ABOUT THIS TASK: Only the pictures stay out; please return all the entries below exactly as written.

RECORDS TO PROCESS:
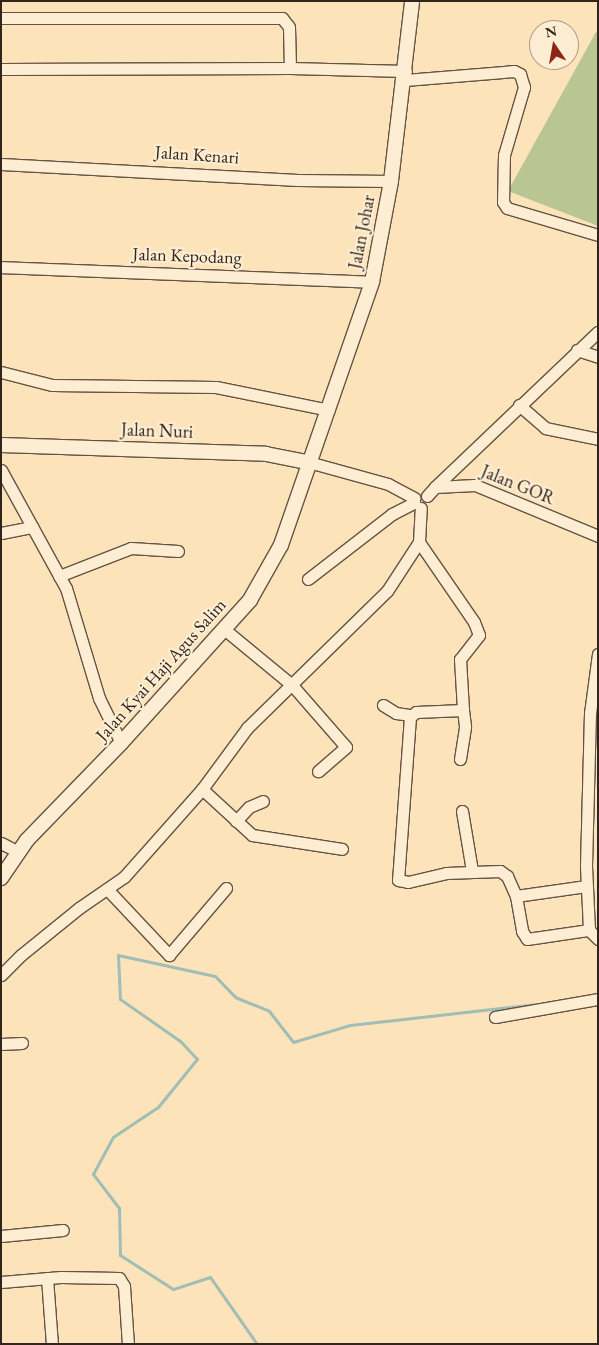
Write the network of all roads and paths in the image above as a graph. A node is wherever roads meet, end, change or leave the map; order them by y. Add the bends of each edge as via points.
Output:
1 (412, 1) edge
2 (1, 18) edge
3 (290, 68) junction
4 (1, 69) edge
5 (406, 75) junction
6 (1, 164) edge
7 (392, 180) junction
8 (598, 235) edge
9 (1, 267) edge
10 (372, 282) junction
11 (598, 332) edge
12 (577, 350) junction
13 (598, 357) edge
14 (1, 372) edge
15 (519, 405) junction
16 (329, 410) junction
17 (598, 439) edge
18 (1, 445) edge
19 (312, 463) junction
20 (1, 470) edge
21 (431, 491) junction
22 (416, 503) junction
23 (32, 527) junction
24 (1, 534) edge
25 (598, 536) edge
26 (419, 542) junction
27 (178, 551) dead end
28 (59, 576) junction
29 (308, 579) dead end
30 (224, 629) junction
31 (598, 654) edge
32 (292, 685) junction
33 (383, 705) dead end
34 (463, 710) junction
35 (411, 715) junction
36 (594, 733) edge
37 (121, 743) junction
38 (460, 759) dead end
39 (318, 771) dead end
40 (202, 789) junction
41 (592, 799) edge
42 (263, 801) dead end
43 (462, 811) dead end
44 (236, 821) junction
45 (1, 844) edge
46 (342, 849) dead end
47 (592, 849) edge
48 (19, 852) junction
49 (472, 871) junction
50 (1, 878) edge
51 (586, 886) junction
52 (226, 888) dead end
53 (108, 889) junction
54 (516, 896) junction
55 (589, 930) junction
56 (598, 939) edge
57 (1, 975) edge
58 (598, 998) edge
59 (496, 1017) dead end
60 (22, 1043) dead end
61 (1, 1044) edge
62 (63, 1230) dead end
63 (1, 1236) edge
64 (47, 1278) junction
65 (1, 1282) edge
66 (52, 1344) edge
67 (128, 1344) edge

1 - 5 street, Jalan Johar
2 - 3 street via 282,18 289,27
3 - 4 street
3 - 5 street
5 - 7 street, Jalan Johar
5 - 8 street via 514,71 520,74 524,87 504,155 503,202 507,208
6 - 7 street, Jalan Kenari via 298,180
7 - 10 street, Jalan Johar
9 - 10 street, Jalan Kepodang
10 - 16 street, Jalan Johar
11 - 12 street
12 - 13 street
12 - 15 street
14 - 16 street via 52,385 216,387
15 - 17 street via 545,428
15 - 21 street
16 - 19 street, Jalan Johar
18 - 19 street, Jalan Nuri via 266,454
19 - 22 street via 388,484
19 - 30 street, Jalan Kyai Haji Agus Salim via 281,545 262,582
20 - 23 street
21 - 22 street, Jalan GOR via 419,493
21 - 25 street, Jalan GOR via 475,485
22 - 26 street
22 - 29 street via 392,514
23 - 24 street
23 - 28 street
26 - 32 street via 387,591
26 - 34 street via 474,622 479,635 460,659
27 - 28 street via 131,548
28 - 37 street via 71,602 100,698
30 - 32 street
30 - 37 street, Jalan Kyai Haji Agus Salim
31 - 36 street
32 - 39 street via 346,747
32 - 40 street via 247,728
33 - 35 street
34 - 35 street
34 - 38 street via 465,726
35 - 49 street via 398,880 408,882
36 - 41 street
37 - 48 street, Jalan Kyai Haji Agus Salim
40 - 44 street
40 - 53 street via 124,877
41 - 47 street
42 - 44 street via 249,807
43 - 49 street
44 - 46 street via 252,835 264,839
45 - 48 street
47 - 51 street
48 - 50 street, Jalan Kyai Haji Agus Salim
49 - 54 street via 504,873
51 - 54 street
51 - 55 street
52 - 53 street via 169,954
53 - 57 street via 28,949
54 - 55 street via 522,931 527,939
55 - 56 street
58 - 59 street
60 - 61 street
62 - 63 street
64 - 65 street
64 - 66 street
64 - 67 street via 122,1280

ANSWER SPACE:
Write the network of all roads and paths in the image above as a graph. A node is wherever roads meet, end, change or leave the map; order them by y. Add the bends of each edge as via points.
Output:
1 (412, 1) edge
2 (1, 18) edge
3 (290, 68) junction
4 (1, 69) edge
5 (406, 75) junction
6 (1, 164) edge
7 (392, 180) junction
8 (598, 235) edge
9 (1, 267) edge
10 (372, 282) junction
11 (598, 332) edge
12 (577, 350) junction
13 (598, 357) edge
14 (1, 372) edge
15 (519, 405) junction
16 (329, 410) junction
17 (598, 439) edge
18 (1, 445) edge
19 (312, 463) junction
20 (1, 470) edge
21 (431, 491) junction
22 (416, 503) junction
23 (32, 527) junction
24 (1, 534) edge
25 (598, 536) edge
26 (419, 542) junction
27 (178, 551) dead end
28 (59, 576) junction
29 (308, 579) dead end
30 (224, 629) junction
31 (598, 654) edge
32 (292, 685) junction
33 (383, 705) dead end
34 (463, 710) junction
35 (411, 715) junction
36 (594, 733) edge
37 (121, 743) junction
38 (460, 759) dead end
39 (318, 771) dead end
40 (202, 789) junction
41 (592, 799) edge
42 (263, 801) dead end
43 (462, 811) dead end
44 (236, 821) junction
45 (1, 844) edge
46 (342, 849) dead end
47 (592, 849) edge
48 (19, 852) junction
49 (472, 871) junction
50 (1, 878) edge
51 (586, 886) junction
52 (226, 888) dead end
53 (108, 889) junction
54 (516, 896) junction
55 (589, 930) junction
56 (598, 939) edge
57 (1, 975) edge
58 (598, 998) edge
59 (496, 1017) dead end
60 (22, 1043) dead end
61 (1, 1044) edge
62 (63, 1230) dead end
63 (1, 1236) edge
64 (47, 1278) junction
65 (1, 1282) edge
66 (52, 1344) edge
67 (128, 1344) edge

1 - 5 street, Jalan Johar
2 - 3 street via 282,18 289,27
3 - 4 street
3 - 5 street
5 - 7 street, Jalan Johar
5 - 8 street via 514,71 520,74 524,87 504,155 503,202 507,208
6 - 7 street, Jalan Kenari via 298,180
7 - 10 street, Jalan Johar
9 - 10 street, Jalan Kepodang
10 - 16 street, Jalan Johar
11 - 12 street
12 - 13 street
12 - 15 street
14 - 16 street via 52,385 216,387
15 - 17 street via 545,428
15 - 21 street
16 - 19 street, Jalan Johar
18 - 19 street, Jalan Nuri via 266,454
19 - 22 street via 388,484
19 - 30 street, Jalan Kyai Haji Agus Salim via 281,545 262,582
20 - 23 street
21 - 22 street, Jalan GOR via 419,493
21 - 25 street, Jalan GOR via 475,485
22 - 26 street
22 - 29 street via 392,514
23 - 24 street
23 - 28 street
26 - 32 street via 387,591
26 - 34 street via 474,622 479,635 460,659
27 - 28 street via 131,548
28 - 37 street via 71,602 100,698
30 - 32 street
30 - 37 street, Jalan Kyai Haji Agus Salim
31 - 36 street
32 - 39 street via 346,747
32 - 40 street via 247,728
33 - 35 street
34 - 35 street
34 - 38 street via 465,726
35 - 49 street via 398,880 408,882
36 - 41 street
37 - 48 street, Jalan Kyai Haji Agus Salim
40 - 44 street
40 - 53 street via 124,877
41 - 47 street
42 - 44 street via 249,807
43 - 49 street
44 - 46 street via 252,835 264,839
45 - 48 street
47 - 51 street
48 - 50 street, Jalan Kyai Haji Agus Salim
49 - 54 street via 504,873
51 - 54 street
51 - 55 street
52 - 53 street via 169,954
53 - 57 street via 28,949
54 - 55 street via 522,931 527,939
55 - 56 street
58 - 59 street
60 - 61 street
62 - 63 street
64 - 65 street
64 - 66 street
64 - 67 street via 122,1280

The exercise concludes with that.